People photos with keypoints
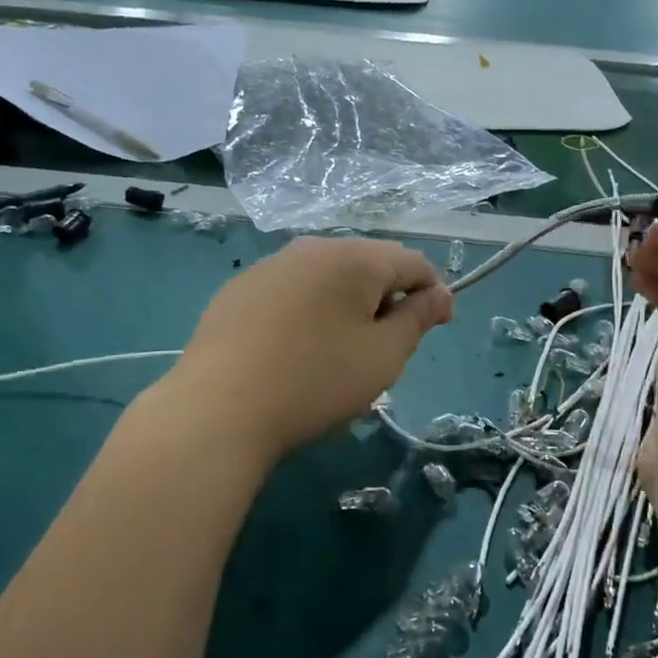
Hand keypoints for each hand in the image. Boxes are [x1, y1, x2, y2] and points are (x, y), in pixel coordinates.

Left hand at [169, 237, 452, 461]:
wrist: (218, 409)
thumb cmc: (316, 382)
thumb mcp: (384, 356)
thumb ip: (418, 319)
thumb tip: (439, 293)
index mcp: (354, 258)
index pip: (412, 262)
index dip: (432, 293)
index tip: (436, 329)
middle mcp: (310, 248)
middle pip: (368, 265)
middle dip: (387, 299)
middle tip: (385, 348)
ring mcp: (269, 266)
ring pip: (326, 278)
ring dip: (347, 305)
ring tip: (339, 353)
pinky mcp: (238, 290)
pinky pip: (291, 292)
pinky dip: (308, 312)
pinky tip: (295, 350)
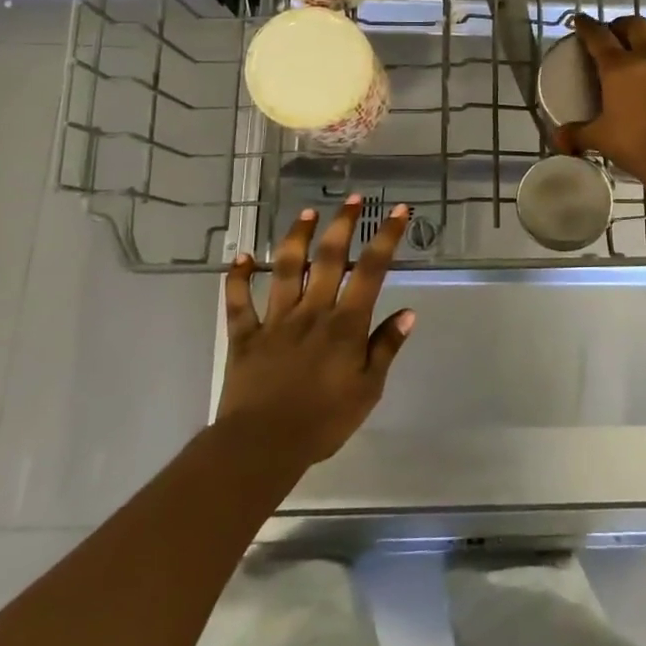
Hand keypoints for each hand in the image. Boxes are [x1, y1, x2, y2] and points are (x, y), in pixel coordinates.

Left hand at [218, 196, 413, 467]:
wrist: (262, 446)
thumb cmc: (323, 420)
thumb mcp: (368, 389)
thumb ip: (385, 347)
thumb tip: (408, 313)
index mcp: (345, 324)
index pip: (372, 271)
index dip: (386, 237)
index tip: (397, 211)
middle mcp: (312, 312)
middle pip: (329, 258)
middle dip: (342, 224)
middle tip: (352, 198)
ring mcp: (275, 320)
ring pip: (286, 268)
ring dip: (296, 237)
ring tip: (306, 213)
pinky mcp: (244, 336)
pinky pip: (238, 301)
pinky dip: (237, 278)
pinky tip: (240, 258)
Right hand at [557, 13, 645, 180]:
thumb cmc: (636, 143)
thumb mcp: (600, 139)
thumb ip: (577, 135)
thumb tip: (558, 139)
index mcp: (618, 67)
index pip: (598, 36)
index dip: (586, 26)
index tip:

--- Problem details ---
Print exactly the lines from the one containing "index tip: (397, 211)" through the last line of the records above, both included.

--- Task solution ---
index tip: (397, 211)
middle mcp: (312, 312)
middle pip: (329, 258)
middle dip: (342, 224)
middle tip: (352, 198)
ring mcp: (275, 320)
ring pip: (286, 268)
ring dip: (296, 237)
ring tip: (306, 213)
pinky mcp: (244, 336)
pinky pip: (238, 301)
pinky dip: (237, 278)
pinky tip: (240, 258)
Right hand at [557, 13, 645, 180]:
thumb cmc: (636, 143)
thumb mcp: (600, 139)
thumb ip: (577, 135)
thumb tip: (558, 139)
index mcp: (618, 67)
index pip: (598, 36)
index dip: (586, 26)
index tip:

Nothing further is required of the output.